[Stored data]
══════════
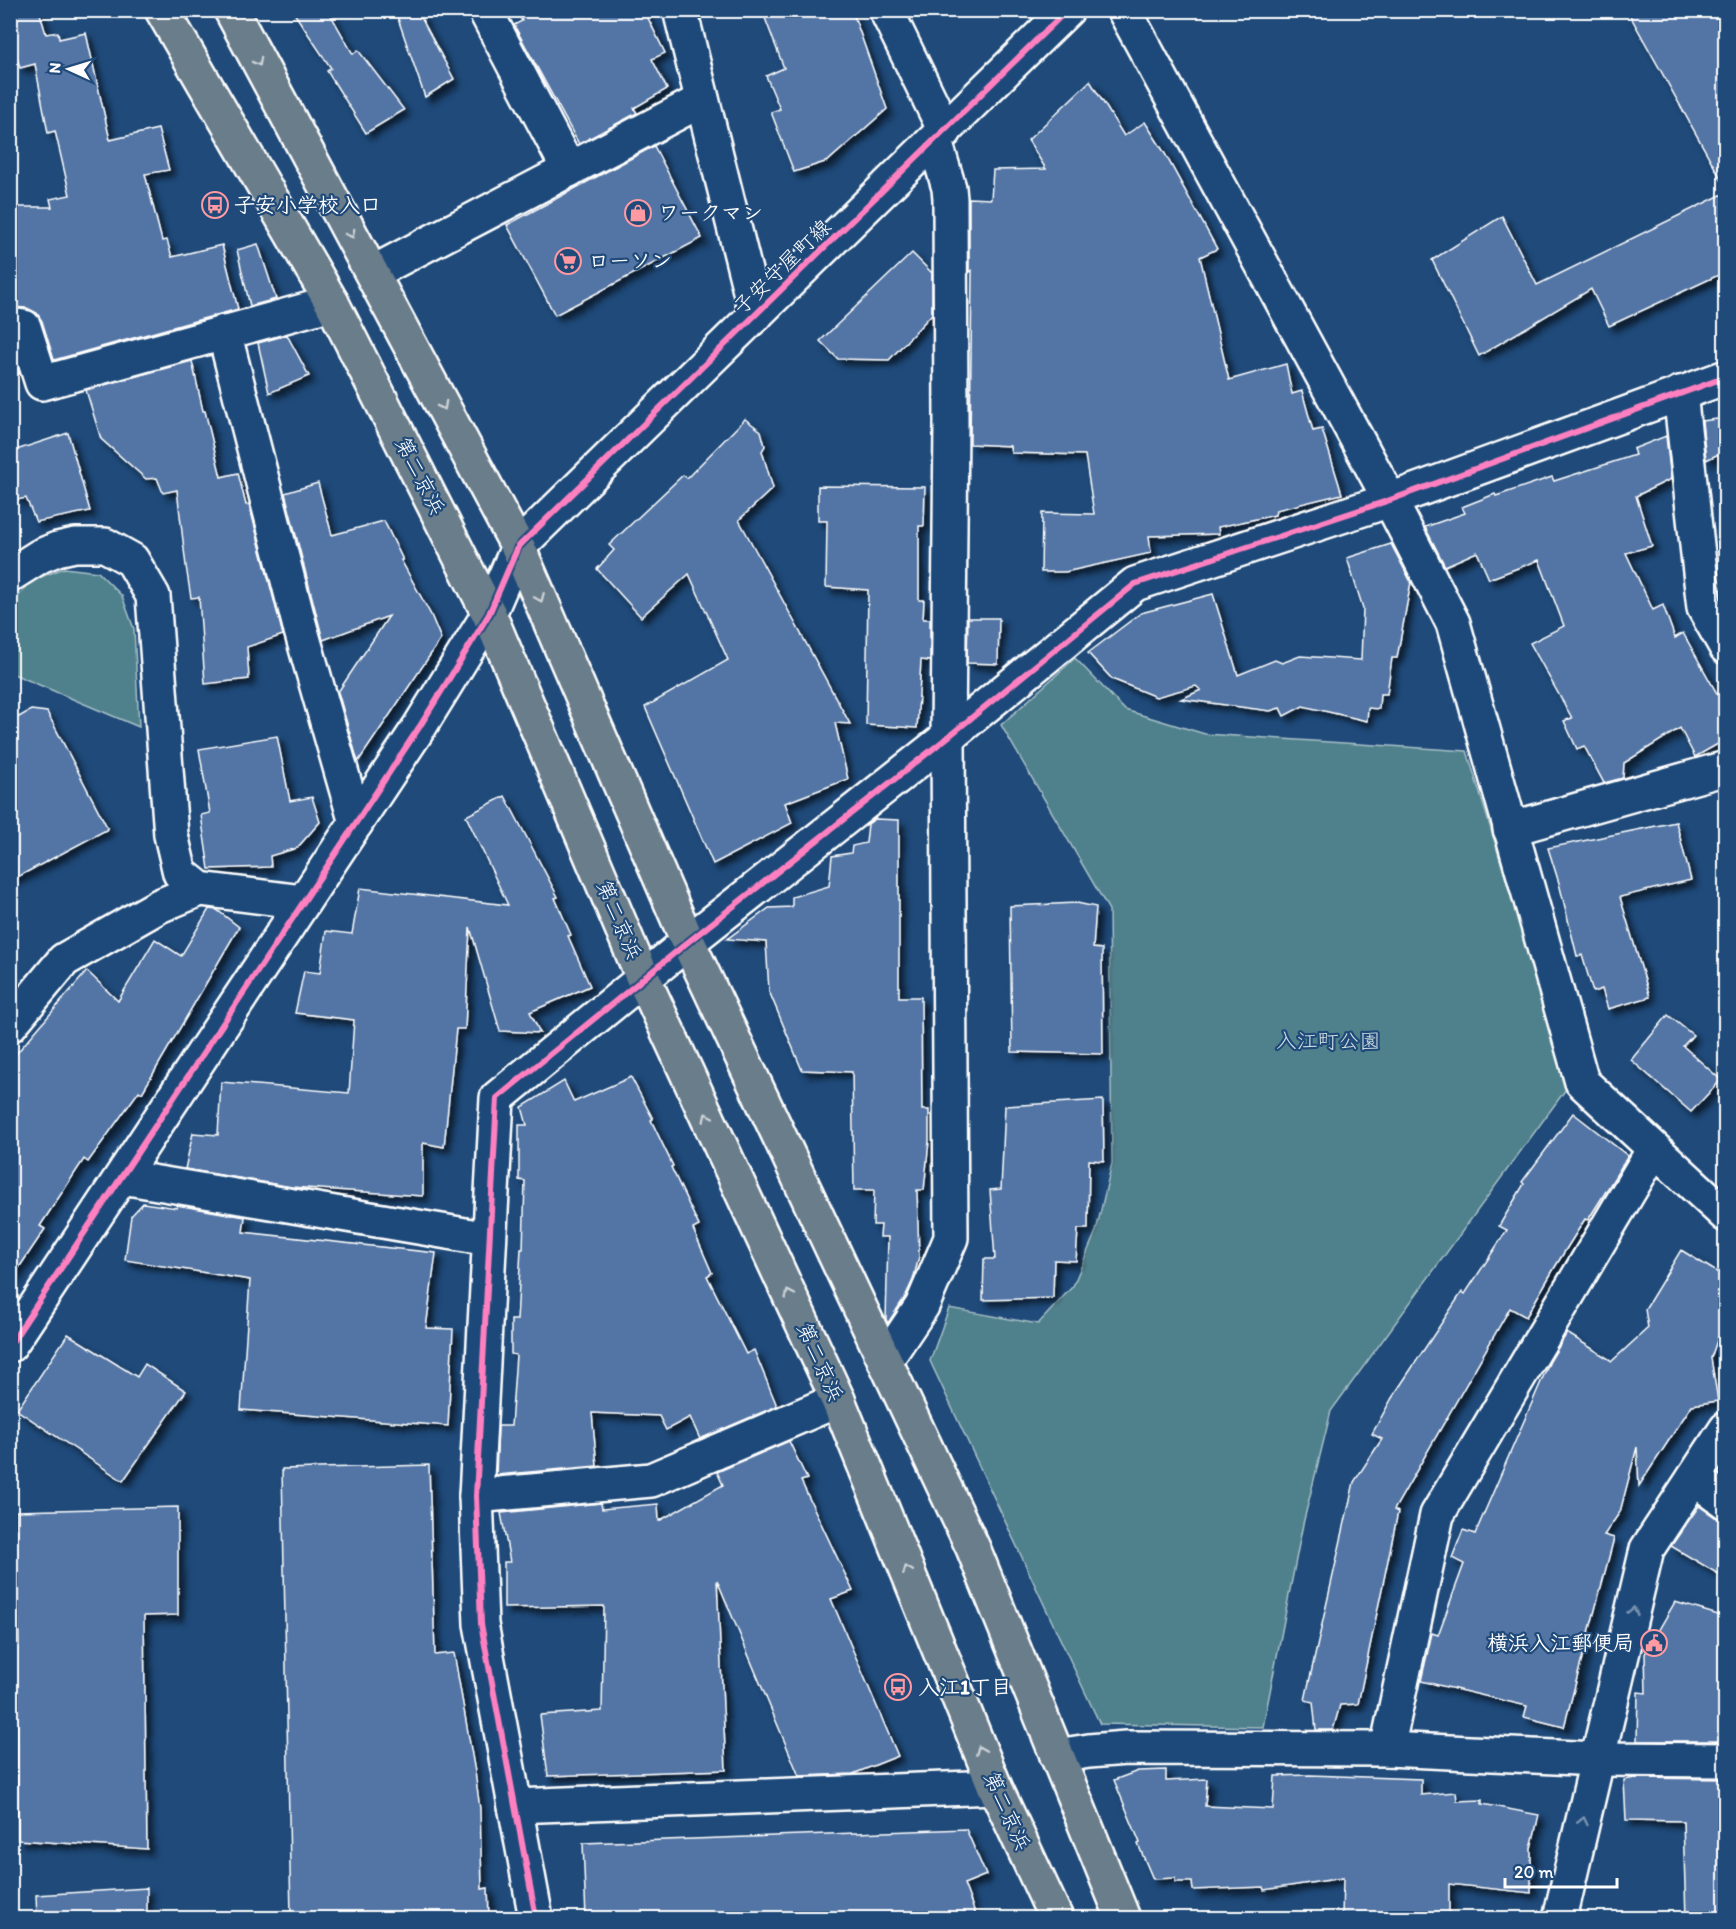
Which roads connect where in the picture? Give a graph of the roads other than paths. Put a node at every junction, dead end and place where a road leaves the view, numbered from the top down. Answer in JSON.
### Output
{"nodes":[{"id":1,"x":162,"y":10,"type":"edge"},
{"id":2,"x":231,"y":10,"type":"edge"},
{"id":3,"x":485,"y":10,"type":"edge"},
{"id":4,"x":680,"y":10,"type":"edge"},
{"id":5,"x":886,"y":10,"type":"edge"},
{"id":6,"x":1067,"y":10,"type":"edge"},
{"id":7,"x":1124,"y":10,"type":"edge"},
{"id":8,"x":702,"y":100,"type":"junction"},
{"id":9,"x":940,"y":136,"type":"junction"},
{"id":10,"x":568,"y":170,"type":"junction"},
{"id":11,"x":372,"y":273,"type":"junction"},
{"id":12,"x":332,"y":303,"type":"junction"},
{"id":13,"x":756,"y":315,"type":"junction"},
{"id":14,"x":10,"y":325,"type":"edge"},
{"id":15,"x":224,"y":332,"type":"junction"},
{"id":16,"x":1725,"y":377,"type":"edge"},
{"id":17,"x":1680,"y":393,"type":"junction"},
{"id":18,"x":1390,"y":500,"type":"junction"},
{"id":19,"x":518,"y":547,"type":"junction"},
{"id":20,"x":10,"y":575,"type":"edge"},
{"id":21,"x":489,"y":614,"type":"junction"},
{"id":22,"x":1725,"y":647,"type":"edge"},
{"id":23,"x":948,"y":737,"type":"junction"},
{"id":24,"x":1725,"y":768,"type":"edge"},
{"id":25,"x":356,"y":823,"type":"junction"},
{"id":26,"x":1510,"y":828,"type":"junction"},
{"id":27,"x":200,"y":889,"type":"junction"},
{"id":28,"x":303,"y":902,"type":"junction"},
{"id":29,"x":688,"y":942,"type":"junction"},
{"id":30,"x":643,"y":978,"type":"junction"},
{"id":31,"x":10,"y":1025,"type":"edge"},
{"id":32,"x":1654,"y":1149,"type":"junction"},
{"id":33,"x":122,"y":1177,"type":"junction"},
{"id":34,"x":1725,"y":1215,"type":"edge"},
{"id":35,"x":489,"y":1239,"type":"junction"},
{"id":36,"x":10,"y":1345,"type":"edge"},
{"id":37,"x":885,"y":1361,"type":"junction"},
{"id":38,"x":838,"y":1400,"type":"junction"},
{"id":39,"x":1725,"y":1429,"type":"edge"},
{"id":40,"x":1694,"y":1478,"type":"junction"},
{"id":41,"x":476,"y":1496,"type":"junction"},
{"id":42,"x":1725,"y":1502,"type":"edge"},
{"id":43,"x":1387,"y":1749,"type":"junction"},
{"id":44,"x":1057,"y":1756,"type":"junction"},
{"id":45,"x":1598,"y":1759,"type":"junction"},
{"id":46,"x":1725,"y":1760,"type":"edge"},
{"id":47,"x":995,"y":1787,"type":"junction"},
{"id":48,"x":515,"y":1806,"type":"junction"},
{"id":49,"x":536,"y":1918,"type":"edge"},
{"id":50,"x":1056,"y":1918,"type":"edge"},
{"id":51,"x":1123,"y":1918,"type":"edge"},
{"id":52,"x":1560,"y":1918,"type":"edge"}],
"edges":[{"from":1,"to":12,"type":"highway","name":"第二京浜"},
{"from":2,"to":11,"type":"highway","one_way":true},
{"from":3,"to":10,"type":"street"},
{"from":4,"to":8,"type":"street"},
{"from":5,"to":9,"type":"street"},
{"from":6,"to":9,"type":"street","name":"子安守屋町線"},
{"from":7,"to":18,"type":"street"},
{"from":8,"to":10,"type":"street"},
{"from":8,"to":13,"type":"street"},
{"from":9,"to":13,"type":"street","name":"子安守屋町線"},
{"from":9,"to":23,"type":"street"},
{"from":10,"to":11,"type":"street"},
{"from":11,"to":19,"type":"highway","one_way":true},
{"from":12,"to":15,"type":"street"},
{"from":12,"to":21,"type":"highway","name":"第二京浜"},
{"from":13,"to":19,"type":"street","name":"子安守屋町線"},
{"from":14,"to":15,"type":"street"},
{"from":15,"to":25,"type":"street"},
{"from":16,"to":17,"type":"street"},
{"from":17,"to":18,"type":"street"},
{"from":17,"to":22,"type":"street"},
{"from":18,"to":23,"type":"street"},
{"from":18,"to":26,"type":"street"},
{"from":19,"to":21,"type":"street"},
{"from":19,"to":29,"type":"highway","one_way":true},
{"from":20,"to":27,"type":"street"},
{"from":21,"to":25,"type":"street"},
{"from":21,"to":30,"type":"highway","name":"第二京浜"},
{"from":23,"to":29,"type":"street"},
{"from":23,"to":37,"type":"street"},
{"from":24,"to":26,"type":"street"},
{"from":25,"to":28,"type":"street"},
{"from":26,"to":32,"type":"street"},
{"from":27,"to":28,"type":"street"},
{"from":27,"to":31,"type":"street"},
{"from":28,"to":33,"type":"street"},
{"from":29,"to":30,"type":"street"},
{"from":29,"to":37,"type":"highway"},
{"from":30,"to":35,"type":"street"},
{"from":38,"to":30,"type":"highway","name":"第二京浜","one_way":true},
{"from":32,"to":34,"type":"street"},
{"from":32,"to":43,"type":"street"},
{"from":33,"to":35,"type":"street"},
{"from":33,"to":36,"type":"street"},
{"from":35,"to":41,"type":"street"},
{"from":37,"to":44,"type":"highway"},
{"from":38,"to":41,"type":"street"},
{"from":47,"to":38,"type":"highway","name":"第二京浜","one_way":true},
{"from":39,"to":40,"type":"street"},
{"from":40,"to":42,"type":"street"},
{"from":45,"to":40,"type":"street","one_way":true},
{"from":41,"to":48,"type":"street"},
{"from":43,"to":44,"type":"street"},
{"from":43,"to":45,"type":"street"},
{"from":44,"to":51,"type":"highway"},
{"from":45,"to":46,"type":"street"},
{"from":52,"to":45,"type":"street","one_way":true},
{"from":47,"to":48,"type":"street"},
{"from":47,"to":50,"type":"highway","name":"第二京浜"},
{"from":48,"to":49,"type":"street"}]}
══════════
> _EXERCISE DETAILS_: Print all of the data exactly, and do not carry over any pictures.

> _EXERCISE SOLUTION_:
Which roads connect where in the picture? Give a graph of the roads other than paths. Put a node at every junction, dead end and place where a road leaves the view, numbered from the top down. Answer in JSON.
### Output
{"nodes":[{"id":1,"x":162,"y":10,"type":"edge"},
{"id":2,"x":231,"y":10,"type":"edge"},
{"id":3,"x":485,"y":10,"type":"edge"},
{"id":4,"x":680,"y":10,"type":"edge"},
{"id":5,"x":886,"y":10,"type":"edge"},
{"id":6,"x":1067,"y":10,"type":"edge"},
{"id":7,"x":1124,"y":10,"type":"edge"},
{"id":8,"x":702,"y":100,"type":"junction"},
{"id":9,"x":940,"y":136,"type":"junction"},
{"id":10,"x":568,"y":170,"type":"junction"},
{"id":11,"x":372,"y":273,"type":"junction"},
{"id":12,"x":332,"y":303,"type":"junction"},
{"id":13,"x":756,"y":315,"type":"junction"},
{"id":14,"x":10,"y":325,"type":"edge"},
{"id":15,"x":224,"y":332,"type":"junction"},
{"id":16,"x":1725,"y":377,"type":"edge"},
{"id":17,"x":1680,"y":393,"type":"junction"},
{"id":18,"x":1390,"y":500,"type":"junction"},
{"id":19,"x":518,"y":547,"type":"junction"},
{"id":20,"x":10,"y":575,"type":"edge"},
{"id":21,"x":489,"y":614,"type":"junction"},
{"id":22,"x":1725,"y":647,"type":"edge"},
{"id":23,"x":948,"y":737,"type":"junction"},
{"id":24,"x":1725,"y":768,"type":"edge"},
{"id":25,"x":356,"y":823,"type":"junction"},
{"id":26,"x":1510,"y":828,"type":"junction"},
{"id":27,"x":200,"y":889,"type":"junction"},
{"id":28,"x":303,"y":902,"type":"junction"},
{"id":29,"x":688,"y":942,"type":"junction"},
{"id":30,"x":643,"y":978,"type":"junction"},
{"id":31,"x":10,"y":1025,"type":"edge"},
{"id":32,"x":1654,"y":1149,"type":"junction"},
{"id":33,"x":122,"y":1177,"type":"junction"},
{"id":34,"x":1725,"y":1215,"type":"edge"},
{"id":35,"x":489,"y":1239,"type":"junction"},
{"id":36,"x":10,"y":1345,"type":"edge"},
{"id":37,"x":885,"y":1361,"type":"junction"},
{"id":38,"x":838,"y":1400,"type":"junction"},
{"id":39,"x":1725,"y":1429,"type":"edge"},
{"id":40,"x":1694,"y":1478,"type":"junction"},
{"id":41,"x":476,"y":1496,"type":"junction"},
{"id":42,"x":1725,"y":1502,"type":"edge"},
{"id":43,"x":1387,"y":1749,"type":"junction"},
{"id":44,"x":1057,"y":1756,"type":"junction"},
{"id":45,"x":1598,"y":1759,"type":"junction"},
{"id":46,"x":1725,"y":1760,"type":"edge"},
{"id":47,"x":995,"y":1787,"type":"junction"},
{"id":48,"x":515,"y":1806,"type":"junction"},
{"id":49,"x":536,"y":1918,"type":"edge"},
{"id":50,"x":1056,"y":1918,"type":"edge"},
{"id":51,"x":1123,"y":1918,"type":"edge"},
{"id":52,"x":1560,"y":1918,"type":"edge"}],
"edges":[{"from":1,"to":12,"type":"highway","name":"第二京浜"},
{"from":2,"to":11,"type":"highway","one_way":true},
{"from":3,"to":10,"type":"street"},
{"from":4,"to":8,"type":"street"},
{"from":5,"to":9,"type":"street"},
{"from":6,"to":9,"type":"street","name":"子安守屋町線"},
{"from":7,"to":18,"type":"street"},
{"from":8,"to":10,"type":"street"},
{"from":8,"to":13,"type":"street"},
{"from":9,"to":13,"type":"street","name":"子安守屋町線"},
{"from":9,"to":23,"type":"street"},
{"from":10,"to":11,"type":"street"},
{"from":11,"to":19,"type":"highway","one_way":true},
{"from":12,"to":15,"type":"street"},
{"from":12,"to":21,"type":"highway","name":"第二京浜"},
{"from":13,"to":19,"type":"street","name":"子安守屋町線"},
{"from":14,"to":15,"type":"street"},
{"from":15,"to":25,"type":"street"},
{"from":16,"to":17,"type":"street"},
{"from":17,"to":18,"type":"street"},
{"from":17,"to":22,"type":"street"},
{"from":18,"to":23,"type":"street"},
{"from":18,"to":26,"type":"street"},
{"from":19,"to":21,"type":"street"},
{"from":19,"to":29,"type":"highway","one_way":true},
{"from":20,"to":27,"type":"street"},
{"from":21,"to":25,"type":"street"},
{"from":21,"to":30,"type":"highway","name":"第二京浜"},
{"from":23,"to":29,"type":"street"},
{"from":23,"to":37,"type":"street"},
{"from":24,"to":26,"type":"street"},
{"from":25,"to":28,"type":"street"},
{"from":26,"to":32,"type":"street"},
{"from":27,"to":28,"type":"street"},
{"from":27,"to":31,"type":"street"},
{"from":28,"to":33,"type":"street"},
{"from":29,"to":30,"type":"street"},
{"from":29,"to":37,"type":"highway"},
{"from":30,"to":35,"type":"street"},
{"from":38,"to":30,"type":"highway","name":"第二京浜","one_way":true},
{"from":32,"to":34,"type":"street"},
{"from":32,"to":43,"type":"street"},
{"from":33,"to":35,"type":"street"},
{"from":33,"to":36,"type":"street"},
{"from":35,"to":41,"type":"street"},
{"from":37,"to":44,"type":"highway"},
{"from":38,"to":41,"type":"street"},
{"from":47,"to":38,"type":"highway","name":"第二京浜","one_way":true},
{"from":39,"to":40,"type":"street"},
{"from":40,"to":42,"type":"street"},
{"from":45,"to":40,"type":"street","one_way":true},
{"from":41,"to":48,"type":"street"},
{"from":43,"to":44,"type":"street"},
{"from":43,"to":45,"type":"street"},
{"from":44,"to":51,"type":"highway"},
{"from":45,"to":46,"type":"street"},
{"from":52,"to":45,"type":"street","one_way":true},
{"from":47,"to":48,"type":"street"},
{"from":47,"to":50,"type":"highway","name":"第二京浜"},
{"from":48,"to":49,"type":"street"}]}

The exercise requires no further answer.